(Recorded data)
[Start of section]

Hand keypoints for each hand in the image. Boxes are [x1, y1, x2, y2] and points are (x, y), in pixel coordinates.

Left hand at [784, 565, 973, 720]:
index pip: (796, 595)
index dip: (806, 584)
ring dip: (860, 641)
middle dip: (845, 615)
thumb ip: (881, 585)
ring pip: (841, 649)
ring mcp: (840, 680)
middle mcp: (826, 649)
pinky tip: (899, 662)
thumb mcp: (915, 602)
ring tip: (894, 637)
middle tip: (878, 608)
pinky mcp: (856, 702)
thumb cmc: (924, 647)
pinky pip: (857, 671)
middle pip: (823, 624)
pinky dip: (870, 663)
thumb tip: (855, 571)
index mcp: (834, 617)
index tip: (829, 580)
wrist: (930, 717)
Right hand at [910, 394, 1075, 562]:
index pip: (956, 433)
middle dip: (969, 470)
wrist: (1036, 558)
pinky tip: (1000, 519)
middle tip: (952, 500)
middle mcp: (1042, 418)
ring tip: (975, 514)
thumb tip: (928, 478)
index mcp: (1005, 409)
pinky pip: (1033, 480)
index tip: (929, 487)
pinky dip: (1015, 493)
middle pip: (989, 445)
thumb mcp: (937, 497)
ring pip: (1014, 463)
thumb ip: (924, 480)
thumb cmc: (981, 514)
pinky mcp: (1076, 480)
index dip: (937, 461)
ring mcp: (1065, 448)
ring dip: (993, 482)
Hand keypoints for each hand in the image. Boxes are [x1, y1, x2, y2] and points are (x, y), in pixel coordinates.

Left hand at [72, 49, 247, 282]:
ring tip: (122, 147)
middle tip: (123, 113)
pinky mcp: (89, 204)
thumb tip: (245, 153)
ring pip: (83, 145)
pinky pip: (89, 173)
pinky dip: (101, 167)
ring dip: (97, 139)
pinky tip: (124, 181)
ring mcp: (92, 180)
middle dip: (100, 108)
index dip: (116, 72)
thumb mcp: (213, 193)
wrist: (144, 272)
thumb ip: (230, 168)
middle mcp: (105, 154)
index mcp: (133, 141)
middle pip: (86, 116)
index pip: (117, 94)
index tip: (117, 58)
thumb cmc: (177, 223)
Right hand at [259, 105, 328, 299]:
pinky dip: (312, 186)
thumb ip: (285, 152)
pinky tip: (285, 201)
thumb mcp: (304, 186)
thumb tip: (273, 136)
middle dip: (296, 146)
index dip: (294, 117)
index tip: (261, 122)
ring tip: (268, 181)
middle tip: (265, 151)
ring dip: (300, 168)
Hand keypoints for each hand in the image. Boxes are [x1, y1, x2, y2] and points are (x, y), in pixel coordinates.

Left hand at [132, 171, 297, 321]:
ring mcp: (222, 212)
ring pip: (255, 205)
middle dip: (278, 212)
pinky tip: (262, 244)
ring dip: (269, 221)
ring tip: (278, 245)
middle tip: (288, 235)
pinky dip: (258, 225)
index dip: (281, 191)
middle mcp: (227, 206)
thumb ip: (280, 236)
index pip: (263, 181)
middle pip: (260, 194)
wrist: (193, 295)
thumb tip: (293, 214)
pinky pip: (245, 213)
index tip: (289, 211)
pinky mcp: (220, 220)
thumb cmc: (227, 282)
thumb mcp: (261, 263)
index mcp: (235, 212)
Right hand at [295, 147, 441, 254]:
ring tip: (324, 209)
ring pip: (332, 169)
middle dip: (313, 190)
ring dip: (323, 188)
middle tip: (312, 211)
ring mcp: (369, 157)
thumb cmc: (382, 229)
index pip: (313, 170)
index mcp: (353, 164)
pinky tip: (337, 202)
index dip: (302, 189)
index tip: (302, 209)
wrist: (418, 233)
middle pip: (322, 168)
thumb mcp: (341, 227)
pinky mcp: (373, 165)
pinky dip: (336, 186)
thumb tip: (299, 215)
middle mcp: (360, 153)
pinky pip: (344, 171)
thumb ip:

[End of section]

## [Task to complete]
Note how many lines in the data above have the string "hand" in them, and give that number by itself.

## [Written solution]
9